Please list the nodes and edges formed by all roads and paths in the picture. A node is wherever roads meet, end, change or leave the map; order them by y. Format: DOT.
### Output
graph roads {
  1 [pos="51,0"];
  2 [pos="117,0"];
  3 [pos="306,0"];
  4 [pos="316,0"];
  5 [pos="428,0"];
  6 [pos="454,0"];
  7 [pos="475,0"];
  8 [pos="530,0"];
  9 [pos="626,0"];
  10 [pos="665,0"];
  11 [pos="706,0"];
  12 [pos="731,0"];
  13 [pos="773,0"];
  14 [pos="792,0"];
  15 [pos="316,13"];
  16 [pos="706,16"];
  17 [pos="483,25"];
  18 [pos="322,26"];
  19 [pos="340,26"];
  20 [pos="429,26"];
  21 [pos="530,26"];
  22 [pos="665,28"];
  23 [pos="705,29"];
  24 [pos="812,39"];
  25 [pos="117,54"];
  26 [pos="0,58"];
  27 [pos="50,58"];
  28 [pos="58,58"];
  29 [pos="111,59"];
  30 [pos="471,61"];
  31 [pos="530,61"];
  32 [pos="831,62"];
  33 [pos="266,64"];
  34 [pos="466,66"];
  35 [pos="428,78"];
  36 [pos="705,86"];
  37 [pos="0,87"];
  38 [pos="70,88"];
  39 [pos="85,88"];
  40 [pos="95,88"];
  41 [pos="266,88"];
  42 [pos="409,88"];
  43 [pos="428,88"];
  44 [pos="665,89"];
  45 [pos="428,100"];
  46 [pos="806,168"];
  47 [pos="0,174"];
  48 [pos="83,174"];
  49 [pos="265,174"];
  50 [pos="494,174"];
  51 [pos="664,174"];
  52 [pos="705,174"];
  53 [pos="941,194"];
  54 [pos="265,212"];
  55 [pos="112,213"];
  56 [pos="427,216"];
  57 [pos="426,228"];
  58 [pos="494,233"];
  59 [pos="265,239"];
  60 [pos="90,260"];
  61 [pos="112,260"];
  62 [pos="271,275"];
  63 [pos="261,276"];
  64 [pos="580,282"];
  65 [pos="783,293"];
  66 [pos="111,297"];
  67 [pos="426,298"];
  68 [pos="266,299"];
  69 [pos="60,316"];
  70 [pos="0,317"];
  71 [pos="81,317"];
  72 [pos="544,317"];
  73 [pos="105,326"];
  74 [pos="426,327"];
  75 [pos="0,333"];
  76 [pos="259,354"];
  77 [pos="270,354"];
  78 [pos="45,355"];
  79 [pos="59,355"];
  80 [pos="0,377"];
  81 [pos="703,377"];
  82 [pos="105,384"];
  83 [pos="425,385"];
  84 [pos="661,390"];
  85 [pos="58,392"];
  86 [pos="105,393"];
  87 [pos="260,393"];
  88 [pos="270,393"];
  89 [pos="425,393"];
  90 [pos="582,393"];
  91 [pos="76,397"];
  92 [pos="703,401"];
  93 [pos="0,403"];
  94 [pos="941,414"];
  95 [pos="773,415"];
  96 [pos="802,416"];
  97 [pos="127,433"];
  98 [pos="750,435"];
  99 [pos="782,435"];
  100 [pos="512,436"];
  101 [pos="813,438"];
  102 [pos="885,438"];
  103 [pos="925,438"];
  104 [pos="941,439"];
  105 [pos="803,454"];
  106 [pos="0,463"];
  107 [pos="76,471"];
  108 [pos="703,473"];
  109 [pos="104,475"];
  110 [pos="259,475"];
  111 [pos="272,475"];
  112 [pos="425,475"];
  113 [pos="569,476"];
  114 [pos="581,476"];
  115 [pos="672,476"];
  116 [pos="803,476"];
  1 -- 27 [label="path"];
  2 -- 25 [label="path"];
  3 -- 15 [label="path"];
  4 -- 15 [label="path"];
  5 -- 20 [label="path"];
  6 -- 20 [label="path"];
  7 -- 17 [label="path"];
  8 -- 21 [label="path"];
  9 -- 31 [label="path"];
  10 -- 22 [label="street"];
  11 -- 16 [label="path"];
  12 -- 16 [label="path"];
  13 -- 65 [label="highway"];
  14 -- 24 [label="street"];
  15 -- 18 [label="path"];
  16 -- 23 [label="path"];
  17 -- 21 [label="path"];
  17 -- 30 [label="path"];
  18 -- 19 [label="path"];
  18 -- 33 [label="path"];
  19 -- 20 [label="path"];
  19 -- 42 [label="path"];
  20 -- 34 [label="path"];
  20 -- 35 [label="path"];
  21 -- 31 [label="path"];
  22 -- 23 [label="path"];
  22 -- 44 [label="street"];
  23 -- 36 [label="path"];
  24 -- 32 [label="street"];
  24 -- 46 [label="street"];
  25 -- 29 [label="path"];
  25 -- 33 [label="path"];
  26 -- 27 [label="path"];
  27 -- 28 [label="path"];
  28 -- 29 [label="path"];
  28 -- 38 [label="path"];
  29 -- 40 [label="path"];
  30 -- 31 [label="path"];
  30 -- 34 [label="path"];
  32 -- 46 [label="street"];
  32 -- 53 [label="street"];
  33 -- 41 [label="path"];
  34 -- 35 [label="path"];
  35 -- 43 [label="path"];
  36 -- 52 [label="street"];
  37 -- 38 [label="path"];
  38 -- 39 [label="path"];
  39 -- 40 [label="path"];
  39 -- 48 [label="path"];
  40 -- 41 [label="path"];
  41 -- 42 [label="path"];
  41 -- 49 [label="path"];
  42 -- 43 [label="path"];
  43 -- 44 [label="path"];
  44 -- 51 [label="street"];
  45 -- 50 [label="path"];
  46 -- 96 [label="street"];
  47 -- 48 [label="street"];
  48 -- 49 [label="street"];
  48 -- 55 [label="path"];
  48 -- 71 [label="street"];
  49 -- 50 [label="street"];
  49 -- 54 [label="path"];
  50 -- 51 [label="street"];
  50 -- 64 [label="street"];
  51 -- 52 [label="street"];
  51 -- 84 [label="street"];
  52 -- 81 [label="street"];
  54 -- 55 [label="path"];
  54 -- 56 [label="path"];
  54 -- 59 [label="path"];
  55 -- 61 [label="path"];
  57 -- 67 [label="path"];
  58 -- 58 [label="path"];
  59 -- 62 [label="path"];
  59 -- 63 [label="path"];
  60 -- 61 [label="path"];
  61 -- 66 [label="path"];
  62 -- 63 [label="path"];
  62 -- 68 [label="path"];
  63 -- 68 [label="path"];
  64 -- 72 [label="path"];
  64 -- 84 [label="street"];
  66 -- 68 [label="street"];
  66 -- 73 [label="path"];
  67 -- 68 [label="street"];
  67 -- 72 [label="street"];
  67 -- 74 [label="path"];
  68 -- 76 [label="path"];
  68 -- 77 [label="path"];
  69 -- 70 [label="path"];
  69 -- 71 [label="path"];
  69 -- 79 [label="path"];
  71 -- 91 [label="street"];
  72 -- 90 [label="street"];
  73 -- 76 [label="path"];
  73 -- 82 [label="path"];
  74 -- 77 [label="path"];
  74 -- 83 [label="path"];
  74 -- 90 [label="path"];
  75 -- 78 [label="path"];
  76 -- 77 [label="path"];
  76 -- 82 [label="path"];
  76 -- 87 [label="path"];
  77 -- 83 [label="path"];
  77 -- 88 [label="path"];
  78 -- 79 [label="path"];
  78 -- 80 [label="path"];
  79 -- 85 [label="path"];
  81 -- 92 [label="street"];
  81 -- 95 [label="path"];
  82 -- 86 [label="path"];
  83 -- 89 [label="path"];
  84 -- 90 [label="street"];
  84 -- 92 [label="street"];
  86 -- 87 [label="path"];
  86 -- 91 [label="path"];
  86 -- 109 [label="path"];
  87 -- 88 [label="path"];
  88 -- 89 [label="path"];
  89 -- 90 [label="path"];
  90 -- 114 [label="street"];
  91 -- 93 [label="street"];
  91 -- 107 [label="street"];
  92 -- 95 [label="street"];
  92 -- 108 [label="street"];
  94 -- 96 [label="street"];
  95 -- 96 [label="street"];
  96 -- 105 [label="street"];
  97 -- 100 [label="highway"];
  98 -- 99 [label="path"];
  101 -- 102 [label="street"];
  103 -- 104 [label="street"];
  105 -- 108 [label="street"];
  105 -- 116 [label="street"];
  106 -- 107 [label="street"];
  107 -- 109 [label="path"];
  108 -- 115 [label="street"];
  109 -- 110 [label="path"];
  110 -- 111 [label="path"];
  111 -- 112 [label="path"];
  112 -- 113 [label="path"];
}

____________________

#### [Your task]
Within the material, how many lines hold the word "roads"? Only the number is needed.

#### [Answer to this task]
2